- [WHAT YOU ARE ASKED TO DO]:
Beneath this task are records; count the lines among them that contain the word "street" and answer with the number only.

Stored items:
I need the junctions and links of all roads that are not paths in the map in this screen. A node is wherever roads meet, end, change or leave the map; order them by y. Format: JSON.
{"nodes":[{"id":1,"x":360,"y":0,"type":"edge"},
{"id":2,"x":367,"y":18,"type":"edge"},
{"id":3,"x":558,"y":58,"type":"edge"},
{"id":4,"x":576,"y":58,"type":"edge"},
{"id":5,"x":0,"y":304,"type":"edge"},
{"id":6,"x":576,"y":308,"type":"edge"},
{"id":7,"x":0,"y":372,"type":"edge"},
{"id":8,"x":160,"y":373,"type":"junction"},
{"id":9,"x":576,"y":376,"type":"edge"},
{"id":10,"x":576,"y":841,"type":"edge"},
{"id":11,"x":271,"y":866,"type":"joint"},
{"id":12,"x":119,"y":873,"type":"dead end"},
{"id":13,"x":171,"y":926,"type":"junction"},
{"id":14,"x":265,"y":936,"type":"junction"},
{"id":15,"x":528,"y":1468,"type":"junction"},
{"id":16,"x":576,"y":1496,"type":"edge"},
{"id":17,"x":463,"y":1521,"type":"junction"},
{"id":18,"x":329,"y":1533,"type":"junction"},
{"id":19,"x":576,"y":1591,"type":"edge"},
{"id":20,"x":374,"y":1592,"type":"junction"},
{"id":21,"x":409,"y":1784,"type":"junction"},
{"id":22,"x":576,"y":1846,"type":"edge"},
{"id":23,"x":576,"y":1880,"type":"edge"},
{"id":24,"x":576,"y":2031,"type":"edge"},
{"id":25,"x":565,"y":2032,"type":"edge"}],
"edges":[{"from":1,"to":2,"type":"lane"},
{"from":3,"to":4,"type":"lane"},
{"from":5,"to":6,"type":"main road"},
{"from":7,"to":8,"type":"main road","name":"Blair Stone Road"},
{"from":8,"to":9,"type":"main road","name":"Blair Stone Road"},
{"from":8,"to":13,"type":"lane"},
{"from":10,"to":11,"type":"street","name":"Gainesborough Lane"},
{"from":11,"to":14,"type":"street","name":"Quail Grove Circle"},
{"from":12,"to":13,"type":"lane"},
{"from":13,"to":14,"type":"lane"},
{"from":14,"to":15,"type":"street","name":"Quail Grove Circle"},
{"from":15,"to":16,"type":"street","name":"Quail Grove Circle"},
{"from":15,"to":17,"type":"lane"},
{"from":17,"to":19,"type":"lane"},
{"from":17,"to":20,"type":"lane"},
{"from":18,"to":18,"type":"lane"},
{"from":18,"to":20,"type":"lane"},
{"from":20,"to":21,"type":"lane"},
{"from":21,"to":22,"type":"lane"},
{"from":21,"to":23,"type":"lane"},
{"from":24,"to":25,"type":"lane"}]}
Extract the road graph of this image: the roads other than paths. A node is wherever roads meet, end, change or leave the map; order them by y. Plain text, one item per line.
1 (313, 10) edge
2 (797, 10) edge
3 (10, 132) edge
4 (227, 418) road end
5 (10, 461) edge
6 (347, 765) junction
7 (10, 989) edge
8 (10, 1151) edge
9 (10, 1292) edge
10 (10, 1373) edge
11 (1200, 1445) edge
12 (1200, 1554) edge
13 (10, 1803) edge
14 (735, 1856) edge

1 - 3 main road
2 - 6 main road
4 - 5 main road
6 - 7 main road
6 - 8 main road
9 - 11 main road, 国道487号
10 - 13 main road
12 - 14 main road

- [REPLY TO THE TASK]:
4